Specifically, zone 2 cardio—also known as steady state cardio, low intensity steady state cardio (LISS), or what your treadmill may call the “fat burning zone” (more on this term later).
When I got into the fitness industry over a decade ago, cardio was at its peak of being disrespected.
“Are you trying to lose all your muscle??” the naysayers said.
St. Pierre—who’s coached top athletes in the NBA, NFL, MLB, and the NHL—remembered:
“You either did intervals, or you lifted. Maybe both. Steady state cardio was for endurance athletes only.”
Now, as steady state cardio makes its triumphant return, interval training seems to be getting tagged as overrated. (Lifting, of course, is as badass as ever.)
So, what’s the deal? Is there a “best” form of cardio? Is zone 2 exercise worthy of the hype?
In this article, you’ll find out. You’ll also learn:
Let’s get to it.
St. Pierre struggled to give a simple answer to this question. Not because he didn’t know, but because it’s a trickier question than you might think.
In a nutshell though:
Zone 2 cardio is sub-maximal aerobic training—meaning, aerobic exercise that’s performed below your maximum effort.
But St. Pierre offers some caveats:
“Zone 2 training could mean different things in different contexts,” he says.
“How elite athletes measure and train zone 2 is going to be different from what my mother would be doing.”
Elite endurance athletes use precise (often expensive) tools to ensure they’re in zone 2 (such as lactate meters and power meters). They strive to improve zone 2 fitness to maximize performance.
Regular people, though, tend to train in zone 2 without using gadgets—just some simple body awareness cues—with the likely goal of improving overall health.

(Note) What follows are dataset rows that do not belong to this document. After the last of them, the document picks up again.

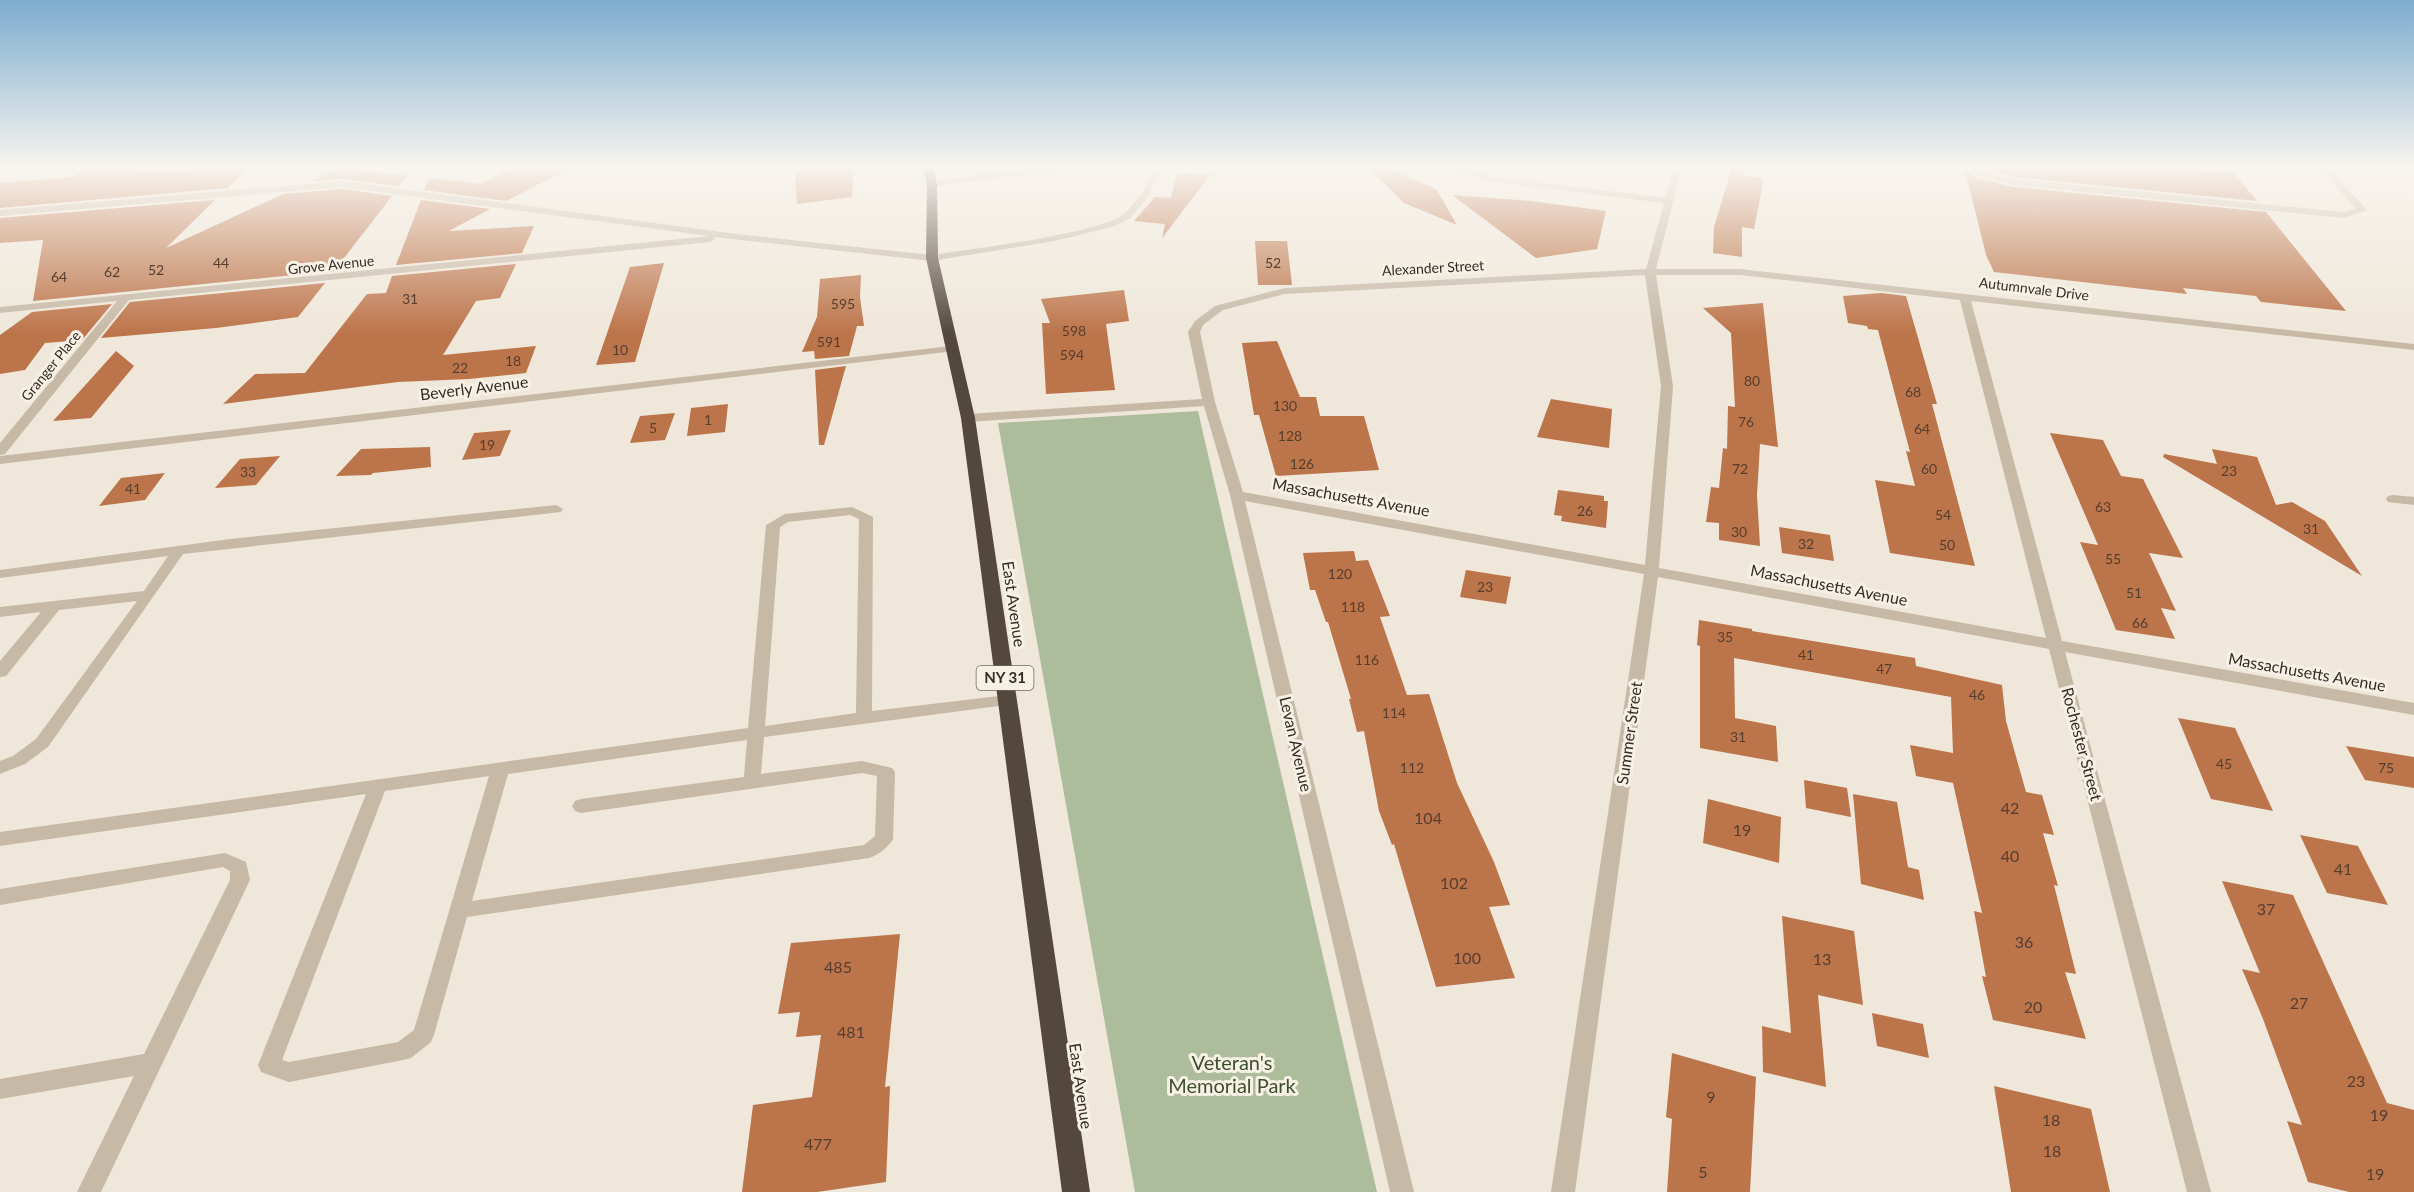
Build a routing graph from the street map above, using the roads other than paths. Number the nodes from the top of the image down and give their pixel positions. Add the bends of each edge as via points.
1 (629, 223) edge
2 (931, 223) edge
3 (1115, 223) edge
4 (1663, 223) edge
5 (736, 237) junction
6 (932, 258) junction
7 (1650, 272) junction
8 (1964, 296) junction
9 (125, 299) junction
10 (1219, 308) joint
11 (0, 310) edge
12 (2414, 347) edge
13 (951, 349) junction
14 (1209, 402) junction
15 (968, 418) junction
16 (0, 451) edge
17 (0, 460) edge
18 (1237, 495) junction
19 (2392, 498) dead end
20 (2414, 501) edge
21 (556, 509) dead end
22 (178, 551) junction
23 (1652, 570) junction
24 (0, 574) edge
25 (149, 595) junction
26 (54, 606) junction
27 (0, 612) edge
28 (2057, 646) junction
29 (0, 672) edge
30 (1008, 700) junction
31 (2414, 710) edge
32 (864, 718) junction
33 (756, 734) junction
34 (0, 768) edge
35 (500, 770) junction
36 (752, 782) junction
37 (377, 788) junction
38 (581, 806) dead end
39 (0, 839) edge
40 (0, 897) edge
41 (460, 910) junction
42 (151, 1063) junction
43 (0, 1089) edge
44 (88, 1192) edge
45 (1076, 1192) edge
46 (1402, 1192) edge
47 (1563, 1192) edge
48 (2199, 1192) edge

1 - 5 street
2 - 6 highway, East Avenue / NY 31
3 - 6 street via 1054,238
4 - 7 street
5 - 6 street
5 - 9 street, Grove Avenue
6 - 13 highway, East Avenue / NY 31
7 - 8 street, Autumnvale Drive via 1740,272
7 - 10 street, Alexander Street via 1285,291
7 - 23 street, Summer Street via 1667,386
8 - 12 street, Autumnvale Drive
8 - 28 street, Rochester Street
9 - 11 street, Grove Avenue
9 - 16 street, Granger Place
10 - 14 street, Levan Avenue via 1194,332
13 - 15 highway, East Avenue / NY 31
13 - 17 street, Beverly Avenue
14 - 15 street
14 - 18 street, Levan Avenue
15 - 30 highway, East Avenue / NY 31
18 - 23 street, Massachusetts Avenue
18 - 46 street, Levan Avenue
19 - 20 street
21 - 22 street
22 - 24 street
22 - 25 street
23 - 28 street, Massachusetts Avenue
23 - 47 street, Summer Street
25 - 26 street
25 - 34 street via 42,743
26 - 27 street
26 - 29 street
28 - 31 street, Massachusetts Avenue
28 - 48 street, Rochester Street
30 - 32 street
30 - 45 highway, East Avenue / NY 31
32 - 33 street
32 - 33 street via 866,517 852,510 785,518 773,525
33 - 35 street
33 - 36 street
35 - 37 street
35 - 41 street
36 - 38 street
36 - 41 street via 862,767 886,772 884,839 869,851
37 - 39 street
37 - 41 street via 269,1065 289,1072 403,1052 423,1035
40 - 42 street via 225,860 239,867 240,880
42 - 43 street
42 - 44 street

Any intentional physical activity that feels stimulating, but still relatively easy—like you could go for an hour, or even hours—counts as zone 2 cardio work.
For example:
Different levels of exertion—as measured by heart rate—are categorized into five different “zones.”
(This is a common model, but here are other zone models that have seven zones. And models that are based on power rather than heart rate. See how quickly this can get complicated?)

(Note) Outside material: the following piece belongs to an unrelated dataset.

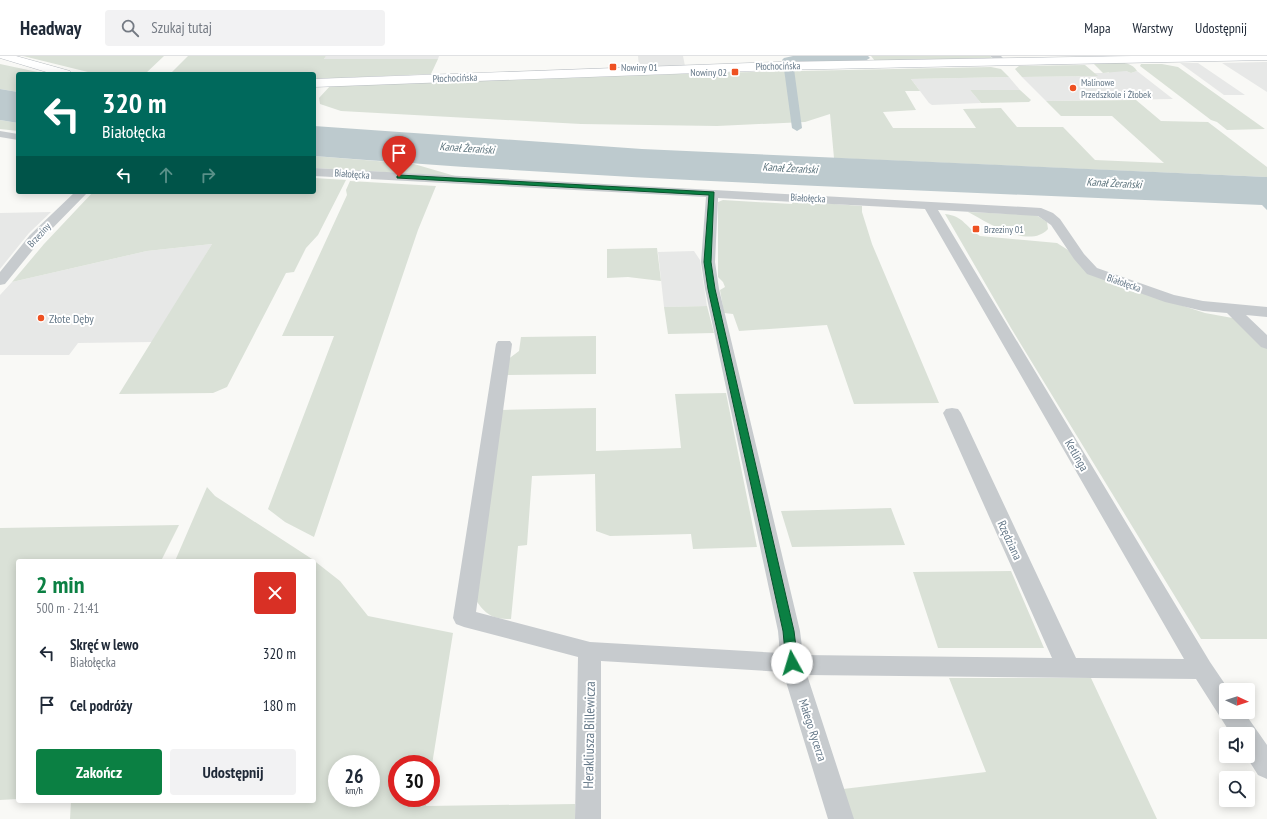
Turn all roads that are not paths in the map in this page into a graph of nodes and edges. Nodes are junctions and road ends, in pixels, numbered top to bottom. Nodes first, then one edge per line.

Each zone will use different energy sources at different rates, and will have unique benefits, as the table below shows.
Zone | % of Max Heart Rate | Main Energy source* | Feels like… | Examples | Benefits |
---|---|---|---|---|---|
1 | <60% | Fat | Comfortable; can nasal breath easily and hold a conversation | Walking or light household activities | Increases overall activity, improves blood flow |
2 | 60-70% | Fat | Can maintain nasal breathing, but not comfortably | Light jogging, hiking, cycling, elliptical | Improves aerobic base without impeding recovery |
3 | 70-80% | Fat and carbs | Tough to maintain a conversation; will need to start breathing heavier | Jogging or cycling at faster pace (but not sprinting) | Improves aerobic and anaerobic fitness, and lactate threshold |
4 | 80-90% | Carbs | Huffing and puffing; might be able to get out a few words | Running, cycling or using a machine for for 1-4 minute sprints | Improves power output, VO2 max, lactate threshold, and overall athletic performance |
5 | >90% | Carbs | Near or at maximal effort; heart pounding and talking is impossible | Maximal sprinting | Improves VO2 max, heart rate max, and fitness at maximal levels |
Zone 2 cardio is a form of aerobic exercise.
Aerobic means “with oxygen,” which means the body needs oxygen in order to produce ATP—our primary source of energy—to power this kind of activity.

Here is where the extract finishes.